Among those in the wildly cheering crowd was Gaelle Vincent, who wore a French flag in her hair to hear Le Pen speak.
“People think little villages like us vote National Front because we don’t like Arabs and are racist,” the 35-year-old Vincent said. “We’re not racist. We have to preserve our land and our values.”
Macron, meanwhile, was on France’s southern edge in the Pyrenees town of Albi, visiting disgruntled workers at a glass factory before holding his last campaign rally in which he called on voters from the left and right to choose his reformist, pro-European platform.
Macron arrived to booing and slogan-shouting from dozens of protesting workers. But after 15 minutes of talking, the 39-year-old front-runner managed to calm some of their anger.

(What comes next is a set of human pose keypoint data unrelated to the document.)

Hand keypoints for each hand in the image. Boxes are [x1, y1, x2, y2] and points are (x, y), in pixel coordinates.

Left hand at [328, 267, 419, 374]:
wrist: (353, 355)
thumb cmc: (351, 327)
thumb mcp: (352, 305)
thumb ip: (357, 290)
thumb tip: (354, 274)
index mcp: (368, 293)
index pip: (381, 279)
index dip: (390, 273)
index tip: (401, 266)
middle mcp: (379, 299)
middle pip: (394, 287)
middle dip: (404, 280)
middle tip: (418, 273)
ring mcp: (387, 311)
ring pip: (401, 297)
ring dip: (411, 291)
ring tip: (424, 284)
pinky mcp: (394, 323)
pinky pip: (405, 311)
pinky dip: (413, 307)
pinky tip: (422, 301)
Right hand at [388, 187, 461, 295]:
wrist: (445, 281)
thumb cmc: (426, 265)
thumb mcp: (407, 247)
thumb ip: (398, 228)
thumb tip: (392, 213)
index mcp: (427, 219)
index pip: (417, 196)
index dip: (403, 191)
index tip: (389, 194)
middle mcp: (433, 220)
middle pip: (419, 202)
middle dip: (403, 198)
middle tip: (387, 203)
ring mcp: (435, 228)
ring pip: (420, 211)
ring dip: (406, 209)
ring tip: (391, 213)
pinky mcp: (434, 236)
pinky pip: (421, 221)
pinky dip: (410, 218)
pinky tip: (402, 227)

Union leader Michel Parraud called Macron “very kind and very polite,” although he said he didn’t think the pro-business centrist would do much for factory workers.
Macron pledged to “give strength back to the country” and “build a more efficient and fair society,” speaking from an open-air stage in Albi’s central square.

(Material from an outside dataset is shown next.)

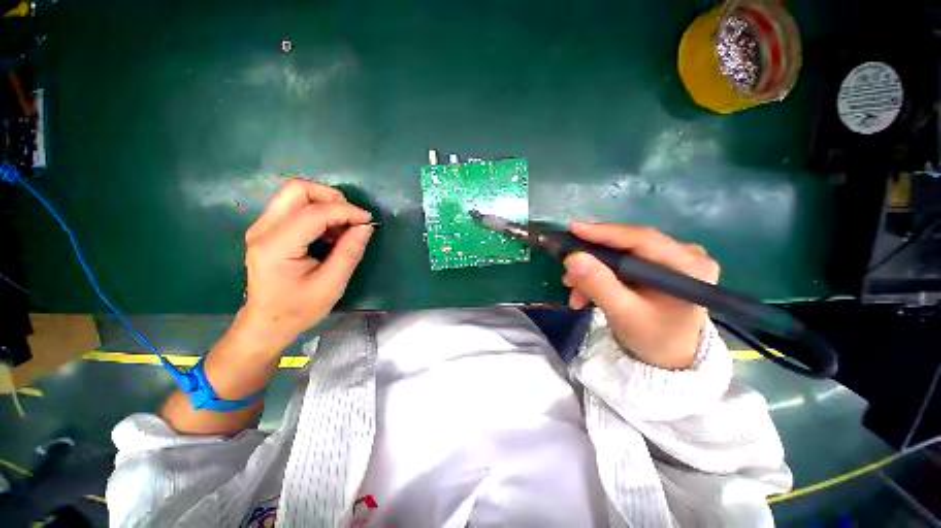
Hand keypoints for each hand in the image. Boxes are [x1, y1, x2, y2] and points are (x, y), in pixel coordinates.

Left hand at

Le Pen’s suggestion that Macron might have an offshore account cuts to the heart of her portrayal of him as an elitist former banker far removed from the people’s worries. She later backed away from the suggestion of an offshore account, but prosecutors launched a probe into suspicions of forgery and the spreading of false news in order to divert votes.
In the alleged documents spread online late Wednesday, the “M” in Macron’s purported signature didn’t match his genuine signature, and whoever wrote the documents appeared confused as to whether the firm was a limited company or a limited liability corporation.
Metadata embedded in the document suggest it was created just before being posted online — undermining the anonymous poster’s claim to have circulated the documents to “hundreds of French journalists” who had “all sat on this.”
There were indications the documents had ties to far-right circles in California. One document purported to have been drawn up under the laws of Nevis but actually drew some of its language from a guide to forming limited liability companies in California. The documents first appeared on Mixtape, a relatively new northern California-based file-sharing service.
The Macron campaign identified the first tweet referring to the documents as coming from the Twitter account of Nathan Damigo, a far-right activist and convicted felon based in northern California. Damigo is known on social media for punching a female anti-fascist in the face at a Berkeley protest.
Messages left by news outlets with Damigo weren’t immediately returned.
Macron, meanwhile, got support from across the ocean.
In a message posted Thursday on Macron’s Twitter account, former U.S. President Barack Obama said he was endorsing the centrist candidate “because of how important this election is.”
“I have admired the campaign that Emmanuel Macron has run. He has stood up for liberal values. He put forward the vision for the important role that France plays in Europe and around the world. And he has committed to a better future for French people.”
Obama ended his message with the words “En Marche” — the name of Macron’s political movement — and “Vive La France.”